(Collected data)

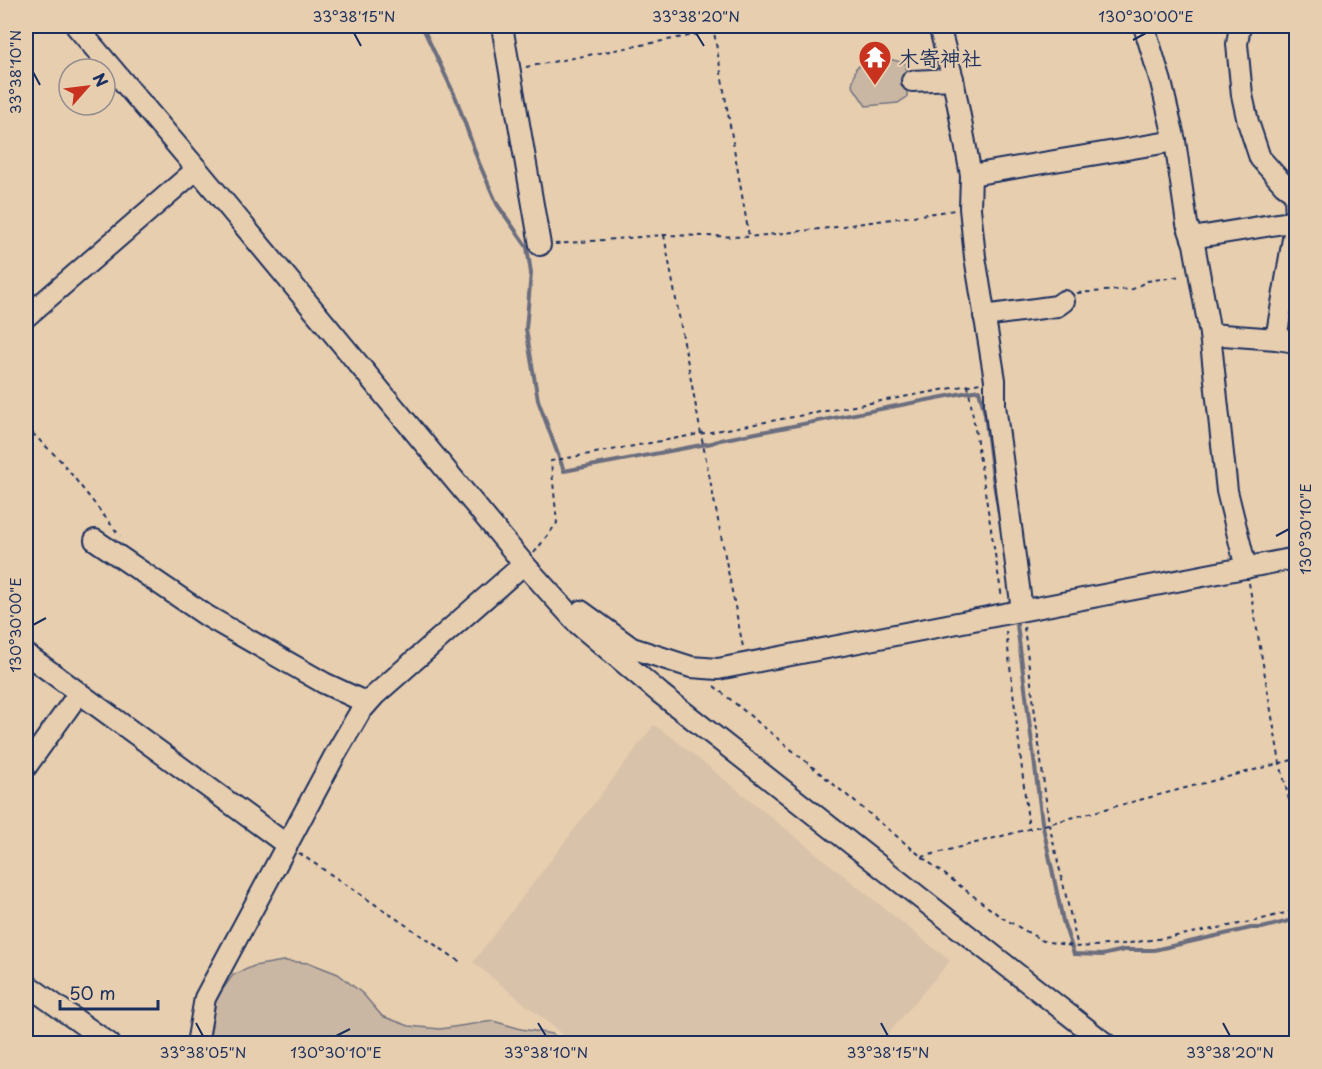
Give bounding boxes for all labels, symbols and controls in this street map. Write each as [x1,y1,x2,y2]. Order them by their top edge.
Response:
text: 33°38'15"N [312,4,396,27]
text: 33°38'20"N [652,4,740,27]
text: 130°30'00"E [1098,4,1194,27]
text: 33°38'10"N [3,30,26,114]
temple icon: 木寄神社 [857,39,893,86]
place label: 木寄神社 [898,41,982,73]
north arrow [57,57,117,117]
text: N [88,68,115,91]
text: 130°30'10"E [1293,483,1316,575]
text: 130°30'00"E [3,577,26,673]
scale bar [60,973,158,1011]
text: 50 m [69,979,116,1006]
text: 33°38'05"N [159,1040,247,1063]
text: 130°30'10"E [290,1040,382,1063]
text: 33°38'10"N [504,1040,588,1063]
text: 33°38'15"N [846,1040,930,1063]
text: 33°38'20"N [1186,1040,1274,1063]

### What to do
Using the records above, output an exact copy without any pictures.

### Task answer
Give bounding boxes for all labels, symbols and controls in this street map. Write each as [x1,y1,x2,y2]. Order them by their top edge.
Response:
text: 33°38'15"N [312,4,396,27]
text: 33°38'20"N [652,4,740,27]
text: 130°30'00"E [1098,4,1194,27]
text: 33°38'10"N [3,30,26,114]
temple icon: 木寄神社 [857,39,893,86]
place label: 木寄神社 [898,41,982,73]
north arrow [57,57,117,117]
text: N [88,68,115,91]
text: 130°30'10"E [1293,483,1316,575]
text: 130°30'00"E [3,577,26,673]
scale bar [60,973,158,1011]
text: 50 m [69,979,116,1006]
text: 33°38'05"N [159,1040,247,1063]
text: 130°30'10"E [290,1040,382,1063]
text: 33°38'10"N [504,1040,588,1063]
text: 33°38'15"N [846,1040,930,1063]
text: 33°38'20"N [1186,1040,1274,1063]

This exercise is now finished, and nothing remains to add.